Bagaimana hukum puasa 3 hari sebelum dan puasa 1 hari saat ritual istisqâ' atas intruksi pengasuh pondok?
Jawaban Global
Di antara salat yang dianjurkan (mustahab) untuk dikerjakan adalah salat istisqâ. Istisqâ bermakna memohon untuk dapat meminum air. Tatkala hujan jarang turun, sungai-sungai menjadi kering dan langit disebabkan oleh merajalelanya dosa-dosa, kufur nikmat, hak-hak tidak ditunaikan, mengurangi timbangan, kezaliman, meninggalkan amar makruf dan nahi mungkar, dan seterusnya, bersikap bakhil, maka salat istisqâ - sebagaimana yang disebutkan dalam riwayat - menjadi mustahab (dianjurkan) untuk dikerjakan.
Adapun tata cara pelaksanaannya; seperti pelaksanaaan salat Idul Fitri dan Idul Qurban, terdiri dari dua raka'at. Tidak ada masalah apabila dikerjakan secara berjamaah atau sendiri-sendiri dengan niat raja'. Pada setiap raka'atnya membaca surah al-Fatiha dan salah satu surah (yang pendek) dan pada raka'at pertama, setelah membaca surah, membaca takbir sebanyak lima kali dan usai setiap kali takbir, membaca qunut.

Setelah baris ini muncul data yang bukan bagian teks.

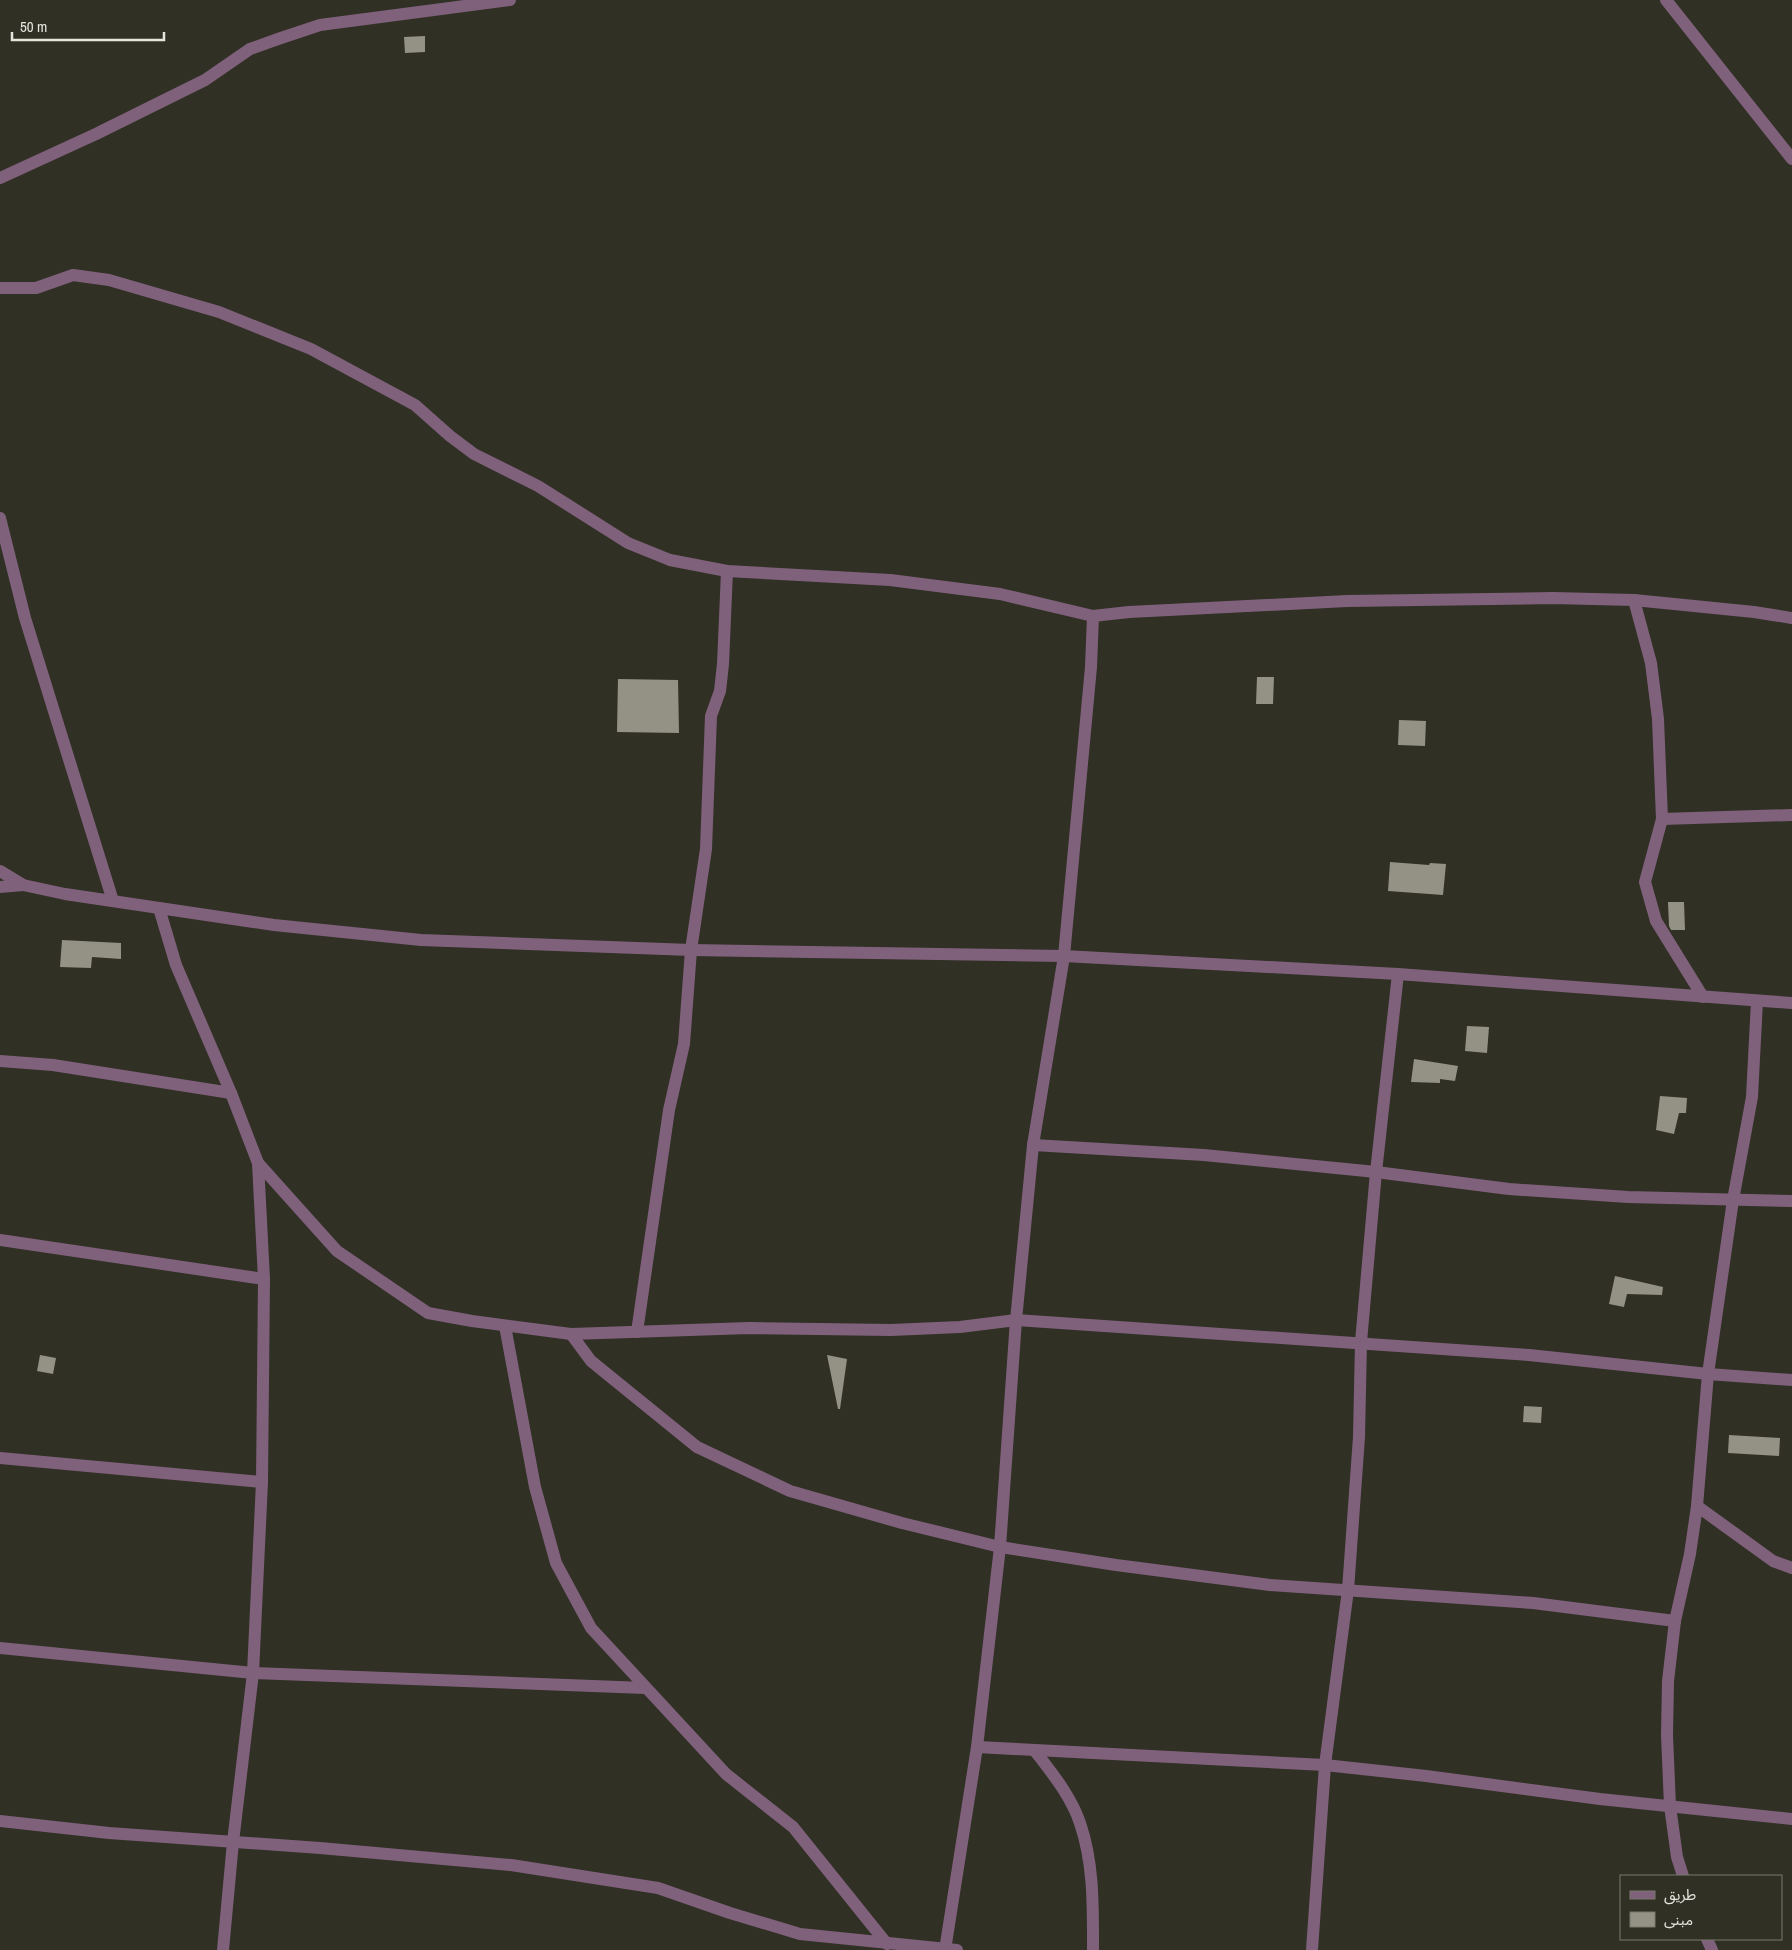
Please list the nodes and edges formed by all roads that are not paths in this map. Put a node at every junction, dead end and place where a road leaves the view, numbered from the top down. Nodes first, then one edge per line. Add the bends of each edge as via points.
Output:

Pada raka'at kedua membaca empat kali takbir dimana setiap usai takbir, membaca qunut dan pada qunut mencukup membaca doa apa saja dan lebih baik membaca doa qunut yang mencakup permohonan hujan, meminta rahmat dan perhatian Allah Swt untuk mengirim hujan dan membuka pintu-pintu langit dan sebelum membaca doa menyampaikan shalawat ke atas Muhammad dan Keluarga Muhammad Saw.
Hal-hal yang dianjurkan supaya dikerjakan dalam salat ini adalah sebagai berikut:
Membaca dengan keras sebagaimana membaca surah-surah pada salat id itu dianjurkan.
Dianjurkan orang-orang untuk berpuasa tiga hari dan keluar rumah pada hari ketiga. Dan mengatur sedemikian sehingga hari ketiga ini adalah hari Senin dan apabila tidak dapat dilakukan demikian, jatuhnya pada hari Jumat mengingat hari Jumat adalah hari yang memiliki kemuliaan dan keutamaan.
Imam beserta warga, dengan tenang dan tentram, khusyu dan dalam kondisi memohon pergi ke lapangan luas memilih tempat yang suci untuk mengerjakan salat dan lebih baik keluar dengan telanjang kaki sebagai bentuk permohonan untuk menarik rahmat Ilahi.
Membawa serta mimbar ke lapangan dan para muaddzin bergerak di hadapan imam.
Bapak-bapak tua dan ibu-ibu renta, anak-anak dan hewan berkaki empat keluar bersama mereka, anak-anak bayi dipisahkan dengan ibu-ibu mereka supaya mereka menangis sehingga menjadi sebab turunya rahmat Ilahi serta tidak mengajak orang-orang kafir dzimmi dan non dzimmi untuk ikut bersama warga masyarakat ke lapangan.[1]
Patut untuk diperhatikan bahwa mengerjakan salat ini dan pendahuluan-pendahuluannya sepenuhnya bebas dan tidak boleh ada pemaksaan dalam hal ini. Akan tetapi orang-orang yang memikul tanggung jawab di tengah masyarakat seperti para pengasuh pondok dan kepala sekolah dapat meminta santri-santri dan murid-muridnya apabila mereka ingin dapat ikut serta dalam rangkaian acara ini secara kolektif. [iQuest]
[1]. Sayid Ruhullah Musawi Khomeini, Tahrir al-Wasilah, terjemahan Persia oleh Ali Islami, jil. 1, hal. 445-447, Qum, Daftar Intisyarat Islami, Cetakan Ke-21, 1425 H.